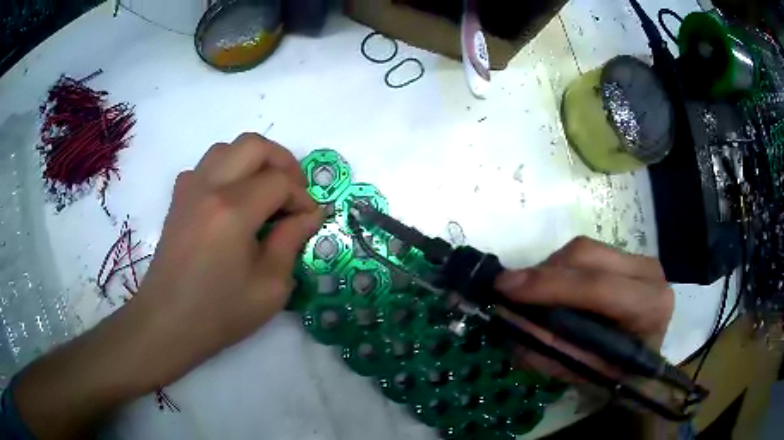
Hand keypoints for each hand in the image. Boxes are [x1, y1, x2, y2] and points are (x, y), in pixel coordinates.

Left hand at [133, 132, 323, 384]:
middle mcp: (209, 187)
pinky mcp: (178, 198)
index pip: (280, 181)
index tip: (309, 219)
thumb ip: (291, 241)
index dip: (302, 197)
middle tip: (293, 192)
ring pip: (228, 148)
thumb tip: (309, 214)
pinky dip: (226, 171)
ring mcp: (189, 188)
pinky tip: (231, 199)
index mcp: (233, 211)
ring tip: (264, 191)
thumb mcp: (270, 287)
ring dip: (253, 161)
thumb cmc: (220, 312)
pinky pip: (205, 165)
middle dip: (283, 162)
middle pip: (254, 145)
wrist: (169, 322)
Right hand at [494, 236, 673, 379]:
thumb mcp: (584, 373)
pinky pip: (586, 253)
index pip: (597, 287)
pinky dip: (561, 269)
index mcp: (649, 306)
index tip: (505, 288)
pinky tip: (551, 289)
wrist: (645, 366)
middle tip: (508, 291)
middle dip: (543, 273)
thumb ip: (550, 349)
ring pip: (584, 249)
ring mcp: (640, 260)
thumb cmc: (618, 377)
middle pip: (587, 255)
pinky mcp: (628, 257)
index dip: (549, 286)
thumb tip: (510, 322)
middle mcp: (649, 273)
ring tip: (531, 295)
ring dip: (549, 270)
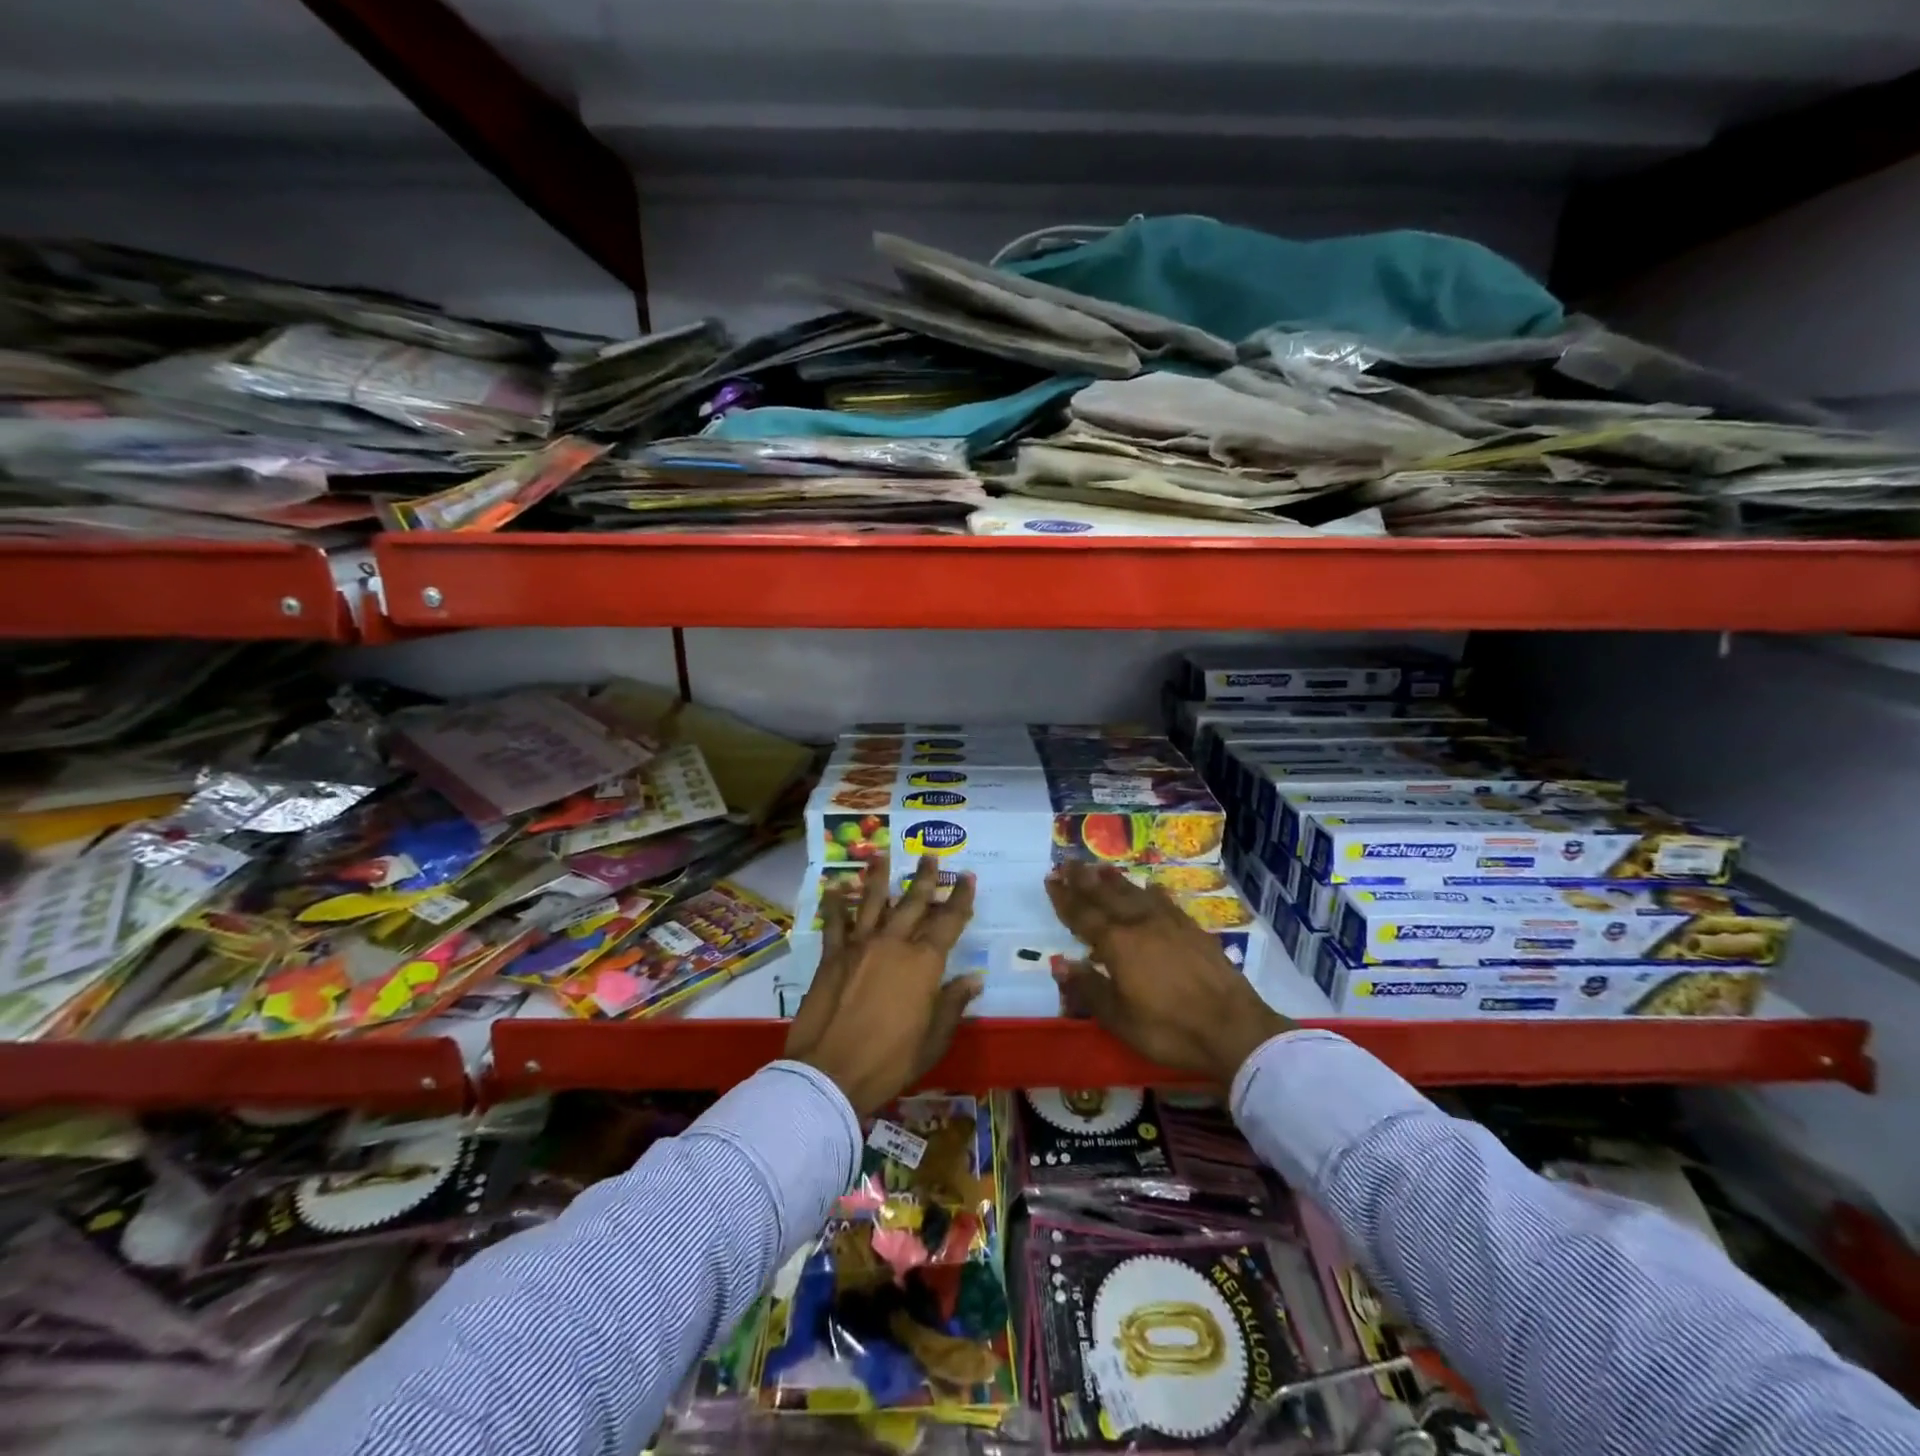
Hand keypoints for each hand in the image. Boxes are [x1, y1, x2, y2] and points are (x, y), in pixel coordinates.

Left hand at [785, 854, 979, 1114]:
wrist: (830, 1073)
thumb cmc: (890, 1061)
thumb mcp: (933, 1040)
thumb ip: (953, 1003)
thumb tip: (974, 978)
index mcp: (923, 964)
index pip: (949, 922)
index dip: (960, 898)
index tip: (967, 876)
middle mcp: (893, 944)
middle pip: (912, 903)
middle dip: (924, 878)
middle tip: (929, 855)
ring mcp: (860, 947)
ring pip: (872, 902)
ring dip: (879, 878)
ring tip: (882, 855)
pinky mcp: (832, 957)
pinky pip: (835, 923)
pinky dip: (835, 904)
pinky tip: (834, 887)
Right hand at [1045, 862, 1292, 1083]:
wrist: (1232, 1028)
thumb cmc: (1168, 1029)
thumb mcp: (1119, 1018)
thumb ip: (1088, 988)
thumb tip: (1059, 963)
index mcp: (1116, 944)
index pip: (1082, 915)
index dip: (1064, 898)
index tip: (1050, 879)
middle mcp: (1139, 924)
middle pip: (1106, 896)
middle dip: (1084, 880)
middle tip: (1068, 862)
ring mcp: (1169, 923)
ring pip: (1135, 893)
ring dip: (1114, 880)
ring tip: (1099, 867)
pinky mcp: (1193, 929)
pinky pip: (1166, 902)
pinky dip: (1152, 892)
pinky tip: (1151, 886)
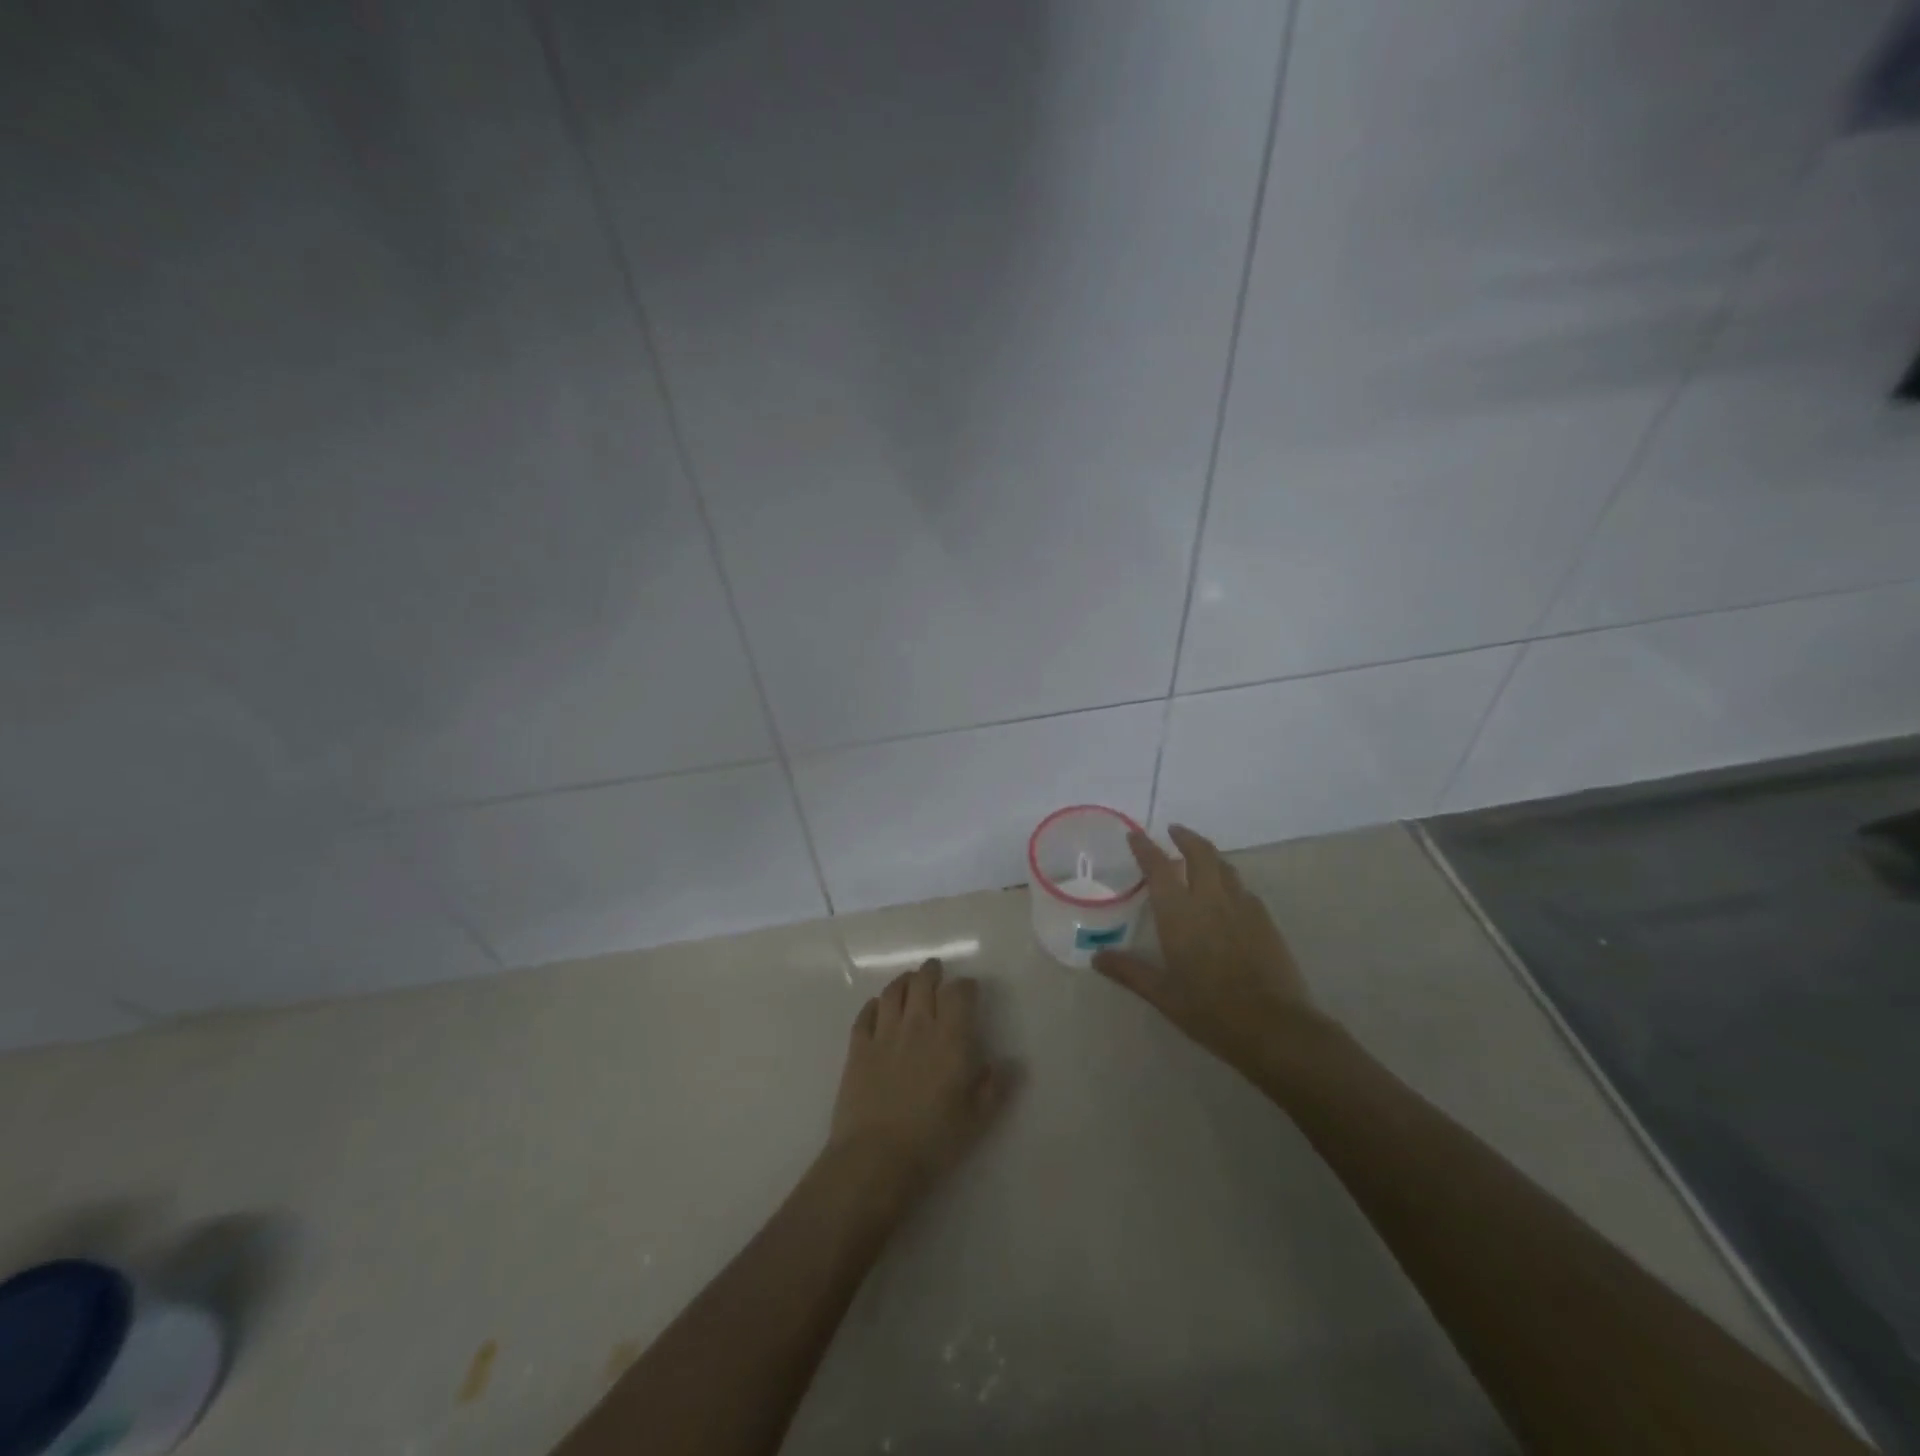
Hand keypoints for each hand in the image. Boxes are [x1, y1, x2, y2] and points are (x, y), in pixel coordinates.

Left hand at [828, 959, 1011, 1203]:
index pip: (959, 994)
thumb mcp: (977, 1119)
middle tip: (936, 970)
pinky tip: (877, 1007)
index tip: (969, 989)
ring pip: (894, 992)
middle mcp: (917, 1025)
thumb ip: (996, 1086)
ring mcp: (884, 1033)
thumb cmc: (934, 1140)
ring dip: (904, 981)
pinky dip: (874, 1005)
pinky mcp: (857, 1048)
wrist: (876, 1158)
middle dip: (932, 972)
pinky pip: (865, 1014)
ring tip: (909, 981)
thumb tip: (1012, 1062)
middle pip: (923, 982)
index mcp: (950, 1038)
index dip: (965, 986)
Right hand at [1094, 825, 1322, 1075]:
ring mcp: (1242, 907)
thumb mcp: (1163, 994)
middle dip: (1185, 837)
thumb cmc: (1210, 1010)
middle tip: (1174, 832)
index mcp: (1179, 913)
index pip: (1159, 867)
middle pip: (1200, 853)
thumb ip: (1130, 971)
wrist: (1274, 1026)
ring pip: (1225, 867)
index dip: (1145, 848)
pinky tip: (1227, 896)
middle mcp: (1210, 899)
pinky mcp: (1265, 920)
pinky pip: (1243, 888)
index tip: (1135, 835)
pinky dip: (1229, 881)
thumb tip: (1096, 958)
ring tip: (1198, 858)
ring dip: (1209, 855)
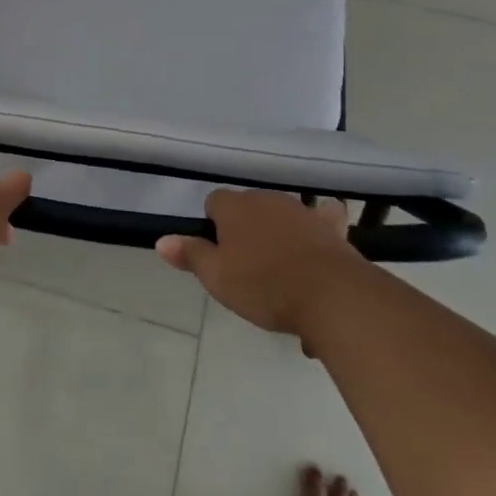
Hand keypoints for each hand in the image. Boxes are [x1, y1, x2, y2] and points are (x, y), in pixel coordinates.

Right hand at [156, 191, 359, 338]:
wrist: (333, 296)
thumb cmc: (265, 286)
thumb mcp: (218, 278)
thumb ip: (190, 255)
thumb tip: (162, 239)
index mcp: (234, 208)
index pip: (214, 202)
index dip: (213, 226)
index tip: (219, 254)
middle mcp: (266, 199)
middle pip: (247, 207)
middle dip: (245, 229)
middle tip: (246, 267)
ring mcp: (301, 210)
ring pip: (280, 214)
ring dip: (276, 231)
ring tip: (280, 269)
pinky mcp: (331, 226)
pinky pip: (322, 218)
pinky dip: (317, 226)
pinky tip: (318, 242)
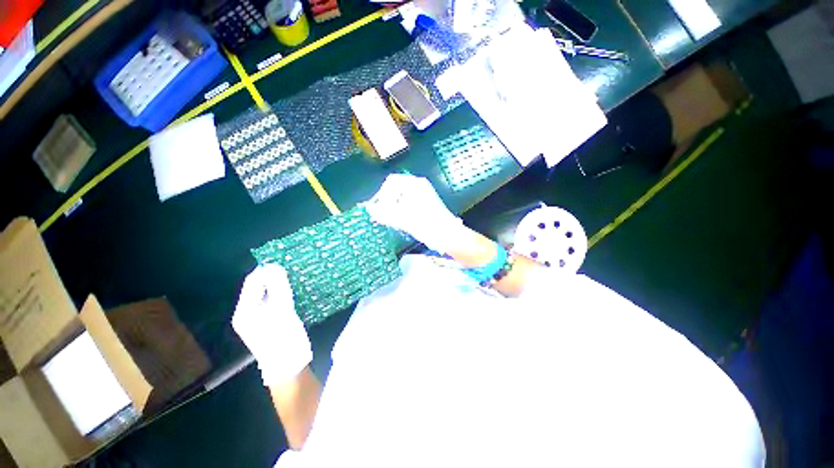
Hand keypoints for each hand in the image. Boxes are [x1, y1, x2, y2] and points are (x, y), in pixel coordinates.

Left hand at [232, 264, 311, 385]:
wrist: (289, 365)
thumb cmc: (283, 337)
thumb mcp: (281, 309)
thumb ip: (277, 287)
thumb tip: (274, 266)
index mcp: (244, 310)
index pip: (252, 282)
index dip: (266, 270)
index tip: (284, 262)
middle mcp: (247, 312)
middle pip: (258, 288)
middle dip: (273, 277)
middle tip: (291, 270)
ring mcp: (258, 318)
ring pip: (267, 294)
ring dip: (278, 285)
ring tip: (293, 279)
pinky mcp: (269, 321)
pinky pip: (273, 301)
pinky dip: (282, 294)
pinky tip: (292, 292)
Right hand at [365, 174, 466, 253]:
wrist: (448, 235)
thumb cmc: (426, 224)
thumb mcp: (401, 218)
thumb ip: (382, 212)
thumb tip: (368, 208)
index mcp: (415, 184)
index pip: (391, 183)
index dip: (381, 195)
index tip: (377, 208)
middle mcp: (420, 186)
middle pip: (396, 190)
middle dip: (386, 202)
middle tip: (381, 215)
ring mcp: (424, 195)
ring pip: (402, 198)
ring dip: (393, 208)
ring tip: (390, 220)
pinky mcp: (426, 205)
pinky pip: (408, 204)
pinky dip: (401, 211)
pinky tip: (400, 221)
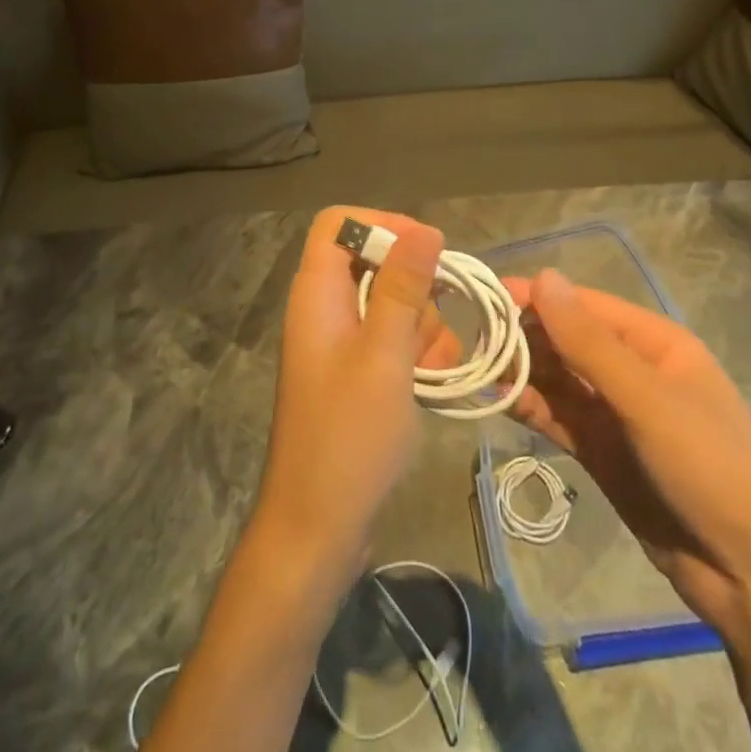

== == ==

_EXERCISE DETAILS:_ Begin at the line that has "ring tip: (882, 855)" in the entries above; stop after the line that has "pinky tip: (1151, 886)". Transcribe exactly those lines and no others.

_RESPONSE AREA:_
ring tip: (882, 855)
pinky mcp: (832, 957)
pinky pip: (835, 923)
pinky dip: (835, 904)
pinky tip: (834, 887)
Right hand at [1045, 862, 1292, 1083]:
wrist: (1232, 1028)
thumb cmc: (1168, 1029)
thumb mcp: (1119, 1018)
thumb ip: (1088, 988)
thumb tip: (1059, 963)
index mcp: (1116, 944)
index pip: (1082, 915)
index dip: (1064, 898)
index tip: (1050, 879)
middle mcp: (1139, 924)
middle pip: (1106, 896)
middle dip: (1084, 880)
middle tip: (1068, 862)
ring mcp: (1169, 923)
ring pip: (1135, 893)
ring dip: (1114, 880)
ring tip: (1099, 867)
pinky mcp: (1193, 929)
pinky pip: (1166, 902)
pinky dip: (1152, 892)
pinky tip: (1151, 886)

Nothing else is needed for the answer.